The Effective Number of Clusters
Although cluster-robust standard errors (CRSEs) are very commonly used when analyzing nested/clustered data, there are many instances where they will not work properly (e.g., the type I error will be too high). I wrote about that in Educational and Psychological Measurement, When cluster-robust inferences fail. These problems can be brought about by analyzing data that have only a few clusters– though this can be an issue even with 100 clusters (see article). Other issues are present when: a) cluster sizes differ to a large extent and b) the dataset has only a few ‘treated’ higher level groups.
Although using CRSEs is helpful, when computing p-values, it is important to consider the degrees of freedom used (df; so it is not the SE alone that is important). When analyzing clustered data, cluster-level predictors will have fewer df (which should use G or the number of groups) compared to the level-1 predictors (which use the total sample size or n).
For example, if using the High School and Beyond dataset, the dataset has 7185 students nested in 160 schools:
library(mlmRev)
data(Hsb82)
NROW(Hsb82)
[1] 7185
unique(Hsb82$school) |> length() #number of schools
[1] 160
Analyzing level-2 predictors using $n - k - 1$ (with k predictors) when there are only really 160 schools can be misleading. For level-2 predictors, we can use $G - L - 1$ where $L$ is the number of level-2 predictors.

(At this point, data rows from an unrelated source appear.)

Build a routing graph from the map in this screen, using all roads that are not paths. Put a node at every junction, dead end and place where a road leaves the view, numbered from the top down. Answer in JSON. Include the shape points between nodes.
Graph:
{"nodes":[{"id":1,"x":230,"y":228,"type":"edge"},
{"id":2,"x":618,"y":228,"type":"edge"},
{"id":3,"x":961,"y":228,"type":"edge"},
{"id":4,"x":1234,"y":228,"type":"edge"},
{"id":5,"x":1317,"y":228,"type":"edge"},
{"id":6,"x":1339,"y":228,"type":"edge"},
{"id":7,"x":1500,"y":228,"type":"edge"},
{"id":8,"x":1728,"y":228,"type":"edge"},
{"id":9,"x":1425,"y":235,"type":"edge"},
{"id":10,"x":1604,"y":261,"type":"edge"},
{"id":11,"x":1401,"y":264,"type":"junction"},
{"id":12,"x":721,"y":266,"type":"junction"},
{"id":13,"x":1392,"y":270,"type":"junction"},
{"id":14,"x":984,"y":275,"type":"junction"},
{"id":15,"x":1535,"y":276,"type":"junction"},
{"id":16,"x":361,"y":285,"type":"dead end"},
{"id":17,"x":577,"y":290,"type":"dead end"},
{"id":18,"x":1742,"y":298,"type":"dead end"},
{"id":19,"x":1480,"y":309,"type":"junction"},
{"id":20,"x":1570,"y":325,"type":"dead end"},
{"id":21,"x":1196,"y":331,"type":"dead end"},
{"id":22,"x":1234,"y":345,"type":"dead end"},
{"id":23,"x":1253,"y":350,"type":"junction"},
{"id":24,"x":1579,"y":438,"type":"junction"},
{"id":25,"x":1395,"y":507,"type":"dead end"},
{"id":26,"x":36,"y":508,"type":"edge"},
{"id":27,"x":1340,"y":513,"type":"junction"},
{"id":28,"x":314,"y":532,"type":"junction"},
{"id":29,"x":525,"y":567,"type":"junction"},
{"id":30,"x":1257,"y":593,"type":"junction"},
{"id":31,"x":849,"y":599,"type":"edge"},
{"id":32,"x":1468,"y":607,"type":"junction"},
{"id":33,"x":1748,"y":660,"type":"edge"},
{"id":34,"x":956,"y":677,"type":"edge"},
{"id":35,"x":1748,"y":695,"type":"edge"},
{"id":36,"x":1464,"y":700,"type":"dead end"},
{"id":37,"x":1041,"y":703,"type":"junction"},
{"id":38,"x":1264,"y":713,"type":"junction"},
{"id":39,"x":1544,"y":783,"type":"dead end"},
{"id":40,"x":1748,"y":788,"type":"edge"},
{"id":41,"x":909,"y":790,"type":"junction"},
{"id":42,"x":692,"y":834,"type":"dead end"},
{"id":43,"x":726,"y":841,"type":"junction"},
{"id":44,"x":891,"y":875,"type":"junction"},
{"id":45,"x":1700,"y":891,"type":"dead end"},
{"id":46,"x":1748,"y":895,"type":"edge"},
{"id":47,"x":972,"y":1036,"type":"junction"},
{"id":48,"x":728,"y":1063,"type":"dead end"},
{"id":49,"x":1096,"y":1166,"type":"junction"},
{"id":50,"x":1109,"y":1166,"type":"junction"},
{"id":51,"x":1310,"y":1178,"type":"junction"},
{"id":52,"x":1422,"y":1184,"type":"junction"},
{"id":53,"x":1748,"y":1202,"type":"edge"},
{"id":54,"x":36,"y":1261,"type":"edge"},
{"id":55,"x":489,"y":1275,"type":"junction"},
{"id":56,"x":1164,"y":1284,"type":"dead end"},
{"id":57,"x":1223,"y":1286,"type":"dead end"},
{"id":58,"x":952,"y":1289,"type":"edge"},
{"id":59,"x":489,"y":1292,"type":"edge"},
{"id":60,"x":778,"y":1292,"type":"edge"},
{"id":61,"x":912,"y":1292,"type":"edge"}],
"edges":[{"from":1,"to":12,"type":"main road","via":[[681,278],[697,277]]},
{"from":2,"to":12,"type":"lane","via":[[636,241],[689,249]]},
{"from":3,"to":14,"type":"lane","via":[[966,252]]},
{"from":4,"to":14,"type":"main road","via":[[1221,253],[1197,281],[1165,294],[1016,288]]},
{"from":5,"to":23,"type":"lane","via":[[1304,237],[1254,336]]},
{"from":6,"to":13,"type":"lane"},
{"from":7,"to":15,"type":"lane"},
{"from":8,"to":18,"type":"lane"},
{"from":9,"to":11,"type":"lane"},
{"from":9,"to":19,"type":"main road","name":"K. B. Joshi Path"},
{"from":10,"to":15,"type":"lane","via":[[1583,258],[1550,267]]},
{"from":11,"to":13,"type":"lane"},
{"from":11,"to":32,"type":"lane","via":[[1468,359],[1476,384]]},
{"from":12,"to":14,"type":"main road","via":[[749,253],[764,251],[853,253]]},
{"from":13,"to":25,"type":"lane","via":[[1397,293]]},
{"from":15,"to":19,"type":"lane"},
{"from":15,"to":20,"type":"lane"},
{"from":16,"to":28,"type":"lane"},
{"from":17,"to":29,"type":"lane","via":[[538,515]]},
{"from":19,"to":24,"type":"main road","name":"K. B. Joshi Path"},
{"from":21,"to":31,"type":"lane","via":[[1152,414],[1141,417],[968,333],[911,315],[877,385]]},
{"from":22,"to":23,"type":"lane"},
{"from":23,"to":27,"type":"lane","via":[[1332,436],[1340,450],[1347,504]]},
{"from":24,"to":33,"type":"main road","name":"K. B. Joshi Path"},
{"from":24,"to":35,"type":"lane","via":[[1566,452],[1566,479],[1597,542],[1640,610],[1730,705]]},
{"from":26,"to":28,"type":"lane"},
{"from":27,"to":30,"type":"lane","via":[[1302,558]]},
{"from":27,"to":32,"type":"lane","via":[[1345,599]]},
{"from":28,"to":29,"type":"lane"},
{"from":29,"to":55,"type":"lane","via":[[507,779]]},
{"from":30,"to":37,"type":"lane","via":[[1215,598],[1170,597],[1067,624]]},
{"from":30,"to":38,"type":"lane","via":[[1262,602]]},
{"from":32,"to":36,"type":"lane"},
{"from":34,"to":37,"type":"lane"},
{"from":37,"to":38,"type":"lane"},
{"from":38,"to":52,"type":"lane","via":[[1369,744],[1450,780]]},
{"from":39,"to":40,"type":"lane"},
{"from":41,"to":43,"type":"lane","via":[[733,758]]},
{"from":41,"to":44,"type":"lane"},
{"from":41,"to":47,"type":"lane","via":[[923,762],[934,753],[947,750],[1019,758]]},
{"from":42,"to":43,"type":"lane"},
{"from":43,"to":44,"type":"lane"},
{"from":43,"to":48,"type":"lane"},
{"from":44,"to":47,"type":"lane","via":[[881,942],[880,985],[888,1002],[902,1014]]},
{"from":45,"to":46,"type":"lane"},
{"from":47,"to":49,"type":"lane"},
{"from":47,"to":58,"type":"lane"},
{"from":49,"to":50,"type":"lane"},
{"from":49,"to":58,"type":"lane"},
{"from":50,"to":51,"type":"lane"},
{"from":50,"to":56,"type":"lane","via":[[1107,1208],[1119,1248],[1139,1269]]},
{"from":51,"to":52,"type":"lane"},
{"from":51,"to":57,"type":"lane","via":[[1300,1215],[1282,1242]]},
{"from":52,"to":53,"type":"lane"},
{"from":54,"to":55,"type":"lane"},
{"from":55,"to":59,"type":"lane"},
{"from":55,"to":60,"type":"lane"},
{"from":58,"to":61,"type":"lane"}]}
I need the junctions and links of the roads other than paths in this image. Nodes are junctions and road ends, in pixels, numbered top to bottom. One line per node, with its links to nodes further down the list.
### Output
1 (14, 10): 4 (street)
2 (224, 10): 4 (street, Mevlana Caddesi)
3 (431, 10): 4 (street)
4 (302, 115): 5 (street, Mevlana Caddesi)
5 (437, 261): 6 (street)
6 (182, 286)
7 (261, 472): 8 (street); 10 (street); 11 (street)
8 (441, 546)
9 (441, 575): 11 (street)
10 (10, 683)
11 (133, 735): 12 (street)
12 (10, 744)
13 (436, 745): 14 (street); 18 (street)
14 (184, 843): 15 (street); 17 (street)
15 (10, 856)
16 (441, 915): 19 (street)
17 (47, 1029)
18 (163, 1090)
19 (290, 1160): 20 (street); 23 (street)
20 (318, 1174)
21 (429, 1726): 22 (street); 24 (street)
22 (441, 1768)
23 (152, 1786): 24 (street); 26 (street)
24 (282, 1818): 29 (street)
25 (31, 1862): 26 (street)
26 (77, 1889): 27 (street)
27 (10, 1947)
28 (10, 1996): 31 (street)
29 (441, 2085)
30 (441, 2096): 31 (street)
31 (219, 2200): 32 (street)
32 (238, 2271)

However, when cluster sizes vary (i.e., number of units in each cluster is not the same, it is not balanced), this can lower what is referred to as the the effective number of clusters. This has been written about decades ago in the survey sampling literature (Pothoff et al., 1992). At a basic level, the effective number of clusters (or G*) can be computed using:
$$ G^* = \frac{\left( \sum_{g=1}^{G} N_g \right)^2}{\sum_{g=1}^{G} N_g^2}. $$Still using the Hsb dataset, we get:
ng <- table(Hsb82$school) #number of students per schools
sum(ng)^2 / sum(ng^2) #ecs v1
[1] 149.6367
This is not a big difference though (160 vs ~150). This is also because the coefficient of variation (cv) is not very high. There is some variability (14 to 67 students per school), but not too high based on the cv which is just the standard deviation of cluster sizes divided by the mean of the cluster sizes:
sd(ng) / mean(ng) #coefficient of variation
[1] 0.2639919
The cv here is only ~0.26. If the sample size were completely balanced, the cv would be 0. As a frame of reference, in cluster randomized controlled trials, we may see a cv of 0.65 (Elridge et al., 2006). Values above 1 may be problematic.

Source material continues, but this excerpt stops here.